A short history of multi-tasking

Homo sapiens’ brain processes one primary thing at a time.

We can jump back and forth in micro-seconds so we keep multiple tasks moving, gaining a marginal increase in output, at a cost to creativity (so this works best for familiar tasks) and with greater stress, but really complex problems require focus.

In one context –our autonomic nervous system — we can simultaneously receive, interpret and act on multiple streams of information, but this is mostly outside our immediate consciousness. We could focus on our breathing, but we don’t have to. Without training, we aren’t even aware of our regulation of things like blood pressure, digestion, circadian rhythm, hormone release. These and other essential functions are regulated within the hypothalamus, a tiny part of the brain that reaches beyond physiological functions to influence emotions, stress, violence (fight or flight) and sexual arousal. It probably plays a bigger role in what others perceive as our personality than does the other 99% of our brain. If ever there is a zombie apocalypse, this is the part of the brain that will be doing the driving. And it’s a true multi-tasker.
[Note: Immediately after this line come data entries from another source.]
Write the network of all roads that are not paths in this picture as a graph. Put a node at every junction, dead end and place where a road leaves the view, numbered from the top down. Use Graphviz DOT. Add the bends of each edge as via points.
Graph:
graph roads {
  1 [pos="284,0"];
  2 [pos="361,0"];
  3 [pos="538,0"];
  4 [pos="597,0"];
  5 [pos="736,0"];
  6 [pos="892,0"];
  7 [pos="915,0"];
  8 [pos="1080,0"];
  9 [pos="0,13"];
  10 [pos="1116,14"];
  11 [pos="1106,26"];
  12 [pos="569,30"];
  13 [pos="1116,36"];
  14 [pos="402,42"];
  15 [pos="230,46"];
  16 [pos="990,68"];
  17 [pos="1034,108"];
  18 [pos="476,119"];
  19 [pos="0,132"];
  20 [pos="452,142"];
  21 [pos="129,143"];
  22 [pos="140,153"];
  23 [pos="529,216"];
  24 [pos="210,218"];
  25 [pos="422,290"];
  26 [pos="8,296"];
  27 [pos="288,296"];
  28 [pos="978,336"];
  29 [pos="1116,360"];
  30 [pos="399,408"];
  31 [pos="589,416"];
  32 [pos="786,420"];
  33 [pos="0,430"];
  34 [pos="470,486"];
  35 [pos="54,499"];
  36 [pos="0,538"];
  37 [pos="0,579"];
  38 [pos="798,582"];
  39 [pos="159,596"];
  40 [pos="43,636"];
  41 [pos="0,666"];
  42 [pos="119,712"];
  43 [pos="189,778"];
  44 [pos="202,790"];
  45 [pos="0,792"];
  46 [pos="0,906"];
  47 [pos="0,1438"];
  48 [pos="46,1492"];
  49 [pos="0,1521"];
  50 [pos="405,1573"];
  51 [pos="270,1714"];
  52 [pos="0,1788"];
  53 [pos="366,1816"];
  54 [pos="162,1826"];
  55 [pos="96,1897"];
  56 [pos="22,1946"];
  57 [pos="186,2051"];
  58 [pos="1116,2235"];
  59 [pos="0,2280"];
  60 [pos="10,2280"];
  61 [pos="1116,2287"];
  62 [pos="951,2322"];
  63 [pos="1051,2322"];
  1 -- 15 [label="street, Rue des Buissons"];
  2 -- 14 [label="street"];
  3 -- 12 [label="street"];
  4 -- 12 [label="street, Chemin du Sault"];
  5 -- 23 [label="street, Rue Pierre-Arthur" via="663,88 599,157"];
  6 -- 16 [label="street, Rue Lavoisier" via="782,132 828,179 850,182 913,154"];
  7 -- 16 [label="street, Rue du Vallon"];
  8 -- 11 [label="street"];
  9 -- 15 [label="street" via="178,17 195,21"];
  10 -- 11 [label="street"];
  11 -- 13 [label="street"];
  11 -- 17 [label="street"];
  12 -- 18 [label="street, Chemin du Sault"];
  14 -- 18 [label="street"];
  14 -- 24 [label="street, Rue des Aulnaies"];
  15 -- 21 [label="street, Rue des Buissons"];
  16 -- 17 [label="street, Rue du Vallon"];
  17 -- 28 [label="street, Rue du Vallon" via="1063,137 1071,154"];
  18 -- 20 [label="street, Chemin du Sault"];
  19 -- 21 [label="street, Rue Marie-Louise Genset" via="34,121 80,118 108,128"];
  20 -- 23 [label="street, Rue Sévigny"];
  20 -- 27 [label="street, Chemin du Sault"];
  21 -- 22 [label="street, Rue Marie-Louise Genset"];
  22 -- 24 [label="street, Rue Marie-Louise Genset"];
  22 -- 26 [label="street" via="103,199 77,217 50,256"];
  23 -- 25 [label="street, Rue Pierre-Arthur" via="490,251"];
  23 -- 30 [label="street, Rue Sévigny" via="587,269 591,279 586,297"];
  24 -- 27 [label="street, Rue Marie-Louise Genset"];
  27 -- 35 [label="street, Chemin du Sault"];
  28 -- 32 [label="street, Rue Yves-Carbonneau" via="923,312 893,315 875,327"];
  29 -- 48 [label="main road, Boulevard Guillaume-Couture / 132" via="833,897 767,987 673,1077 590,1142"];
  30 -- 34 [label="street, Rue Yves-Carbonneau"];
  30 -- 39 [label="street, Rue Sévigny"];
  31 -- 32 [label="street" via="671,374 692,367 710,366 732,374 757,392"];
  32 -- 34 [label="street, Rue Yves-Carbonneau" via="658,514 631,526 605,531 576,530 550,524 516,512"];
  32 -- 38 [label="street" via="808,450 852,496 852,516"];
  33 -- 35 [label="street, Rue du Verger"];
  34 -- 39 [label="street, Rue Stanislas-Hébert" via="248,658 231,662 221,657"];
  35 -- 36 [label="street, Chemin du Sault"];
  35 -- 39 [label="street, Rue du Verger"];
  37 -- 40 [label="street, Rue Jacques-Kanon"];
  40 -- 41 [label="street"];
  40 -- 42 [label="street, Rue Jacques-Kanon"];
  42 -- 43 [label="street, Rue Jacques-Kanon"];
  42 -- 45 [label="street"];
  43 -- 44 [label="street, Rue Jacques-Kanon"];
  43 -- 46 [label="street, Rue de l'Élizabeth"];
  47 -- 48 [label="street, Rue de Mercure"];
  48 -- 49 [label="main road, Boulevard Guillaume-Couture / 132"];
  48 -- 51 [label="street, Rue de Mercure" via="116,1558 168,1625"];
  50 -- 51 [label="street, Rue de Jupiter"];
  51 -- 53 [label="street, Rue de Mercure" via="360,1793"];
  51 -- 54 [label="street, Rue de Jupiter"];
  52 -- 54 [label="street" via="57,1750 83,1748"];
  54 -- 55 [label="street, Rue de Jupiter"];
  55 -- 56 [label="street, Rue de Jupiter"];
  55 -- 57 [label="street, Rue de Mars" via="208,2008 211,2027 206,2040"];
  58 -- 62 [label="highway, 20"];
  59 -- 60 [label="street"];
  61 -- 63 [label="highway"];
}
Computers have evolved to true multi-tasking (if we define a computer as a box, because it could be argued that multi-tasking computers contains multiple processors each doing one task, or time sharing like a human brain).

Considering our already existing pseudo or low level multi-tasking, genuine multi-tasking in the hypothalamus and the conceptual similarities with computers, it seems entirely possible a future species of Homo or even a new genus could develop true, conscious and complex multi-tasking capabilities, with dramatically improved performance potentials.

Of course, this new evolution won’t be us. Based on how we dealt with other species of human, it might even be our exterminator.

Fear and control of superior evolution

The next top of the food chain might be synthetic. The fear that artificial intelligence is currently stirring is at core our fear of being replaced by the next stage of evolution, whatever type of life form it is.

In our age, if we want to explore the deepest parts of the human psyche we can engage with psychiatrists or, more entertainingly, we can look to popular literature and films. There it’s clear that we fear the arrival of new types of being and expect a war to the death with them. At a primordial level, we understand that’s how survival of the fittest works.

An interesting question then is, could a species evolve that is able to over-rule the principles of evolution and say, No, we are going to cooperate for mutual benefit? Or even to take control of evolution? Actually, this species already exists. We are it. We have the intellectual capacity, we have developed most of the technology, we have the means to control our evolution.

But we do not have the will. We are lazy. We can think, but we prefer hamburgers. We get by pretending it will never happen to us. We submerge our awareness in daily concerns and personal comfort. We have given the steering wheel of technology to money and possibility. We’re hardly even putting in the effort to run our own local societies.

We need a leader who can shake us out of this self-absorption and lethargy, but we won’t listen until the threat of being superseded Homo sapiens is undeniably upon us. Then, like the movies, we’ll need to reach deep to find the something that ultimately lets us triumph over the new. Or more likely, in the story of evolution, played out a million times more than there are movies, the next evolution will be the next evolution. Whether it’s Homo next, AI or a microbe.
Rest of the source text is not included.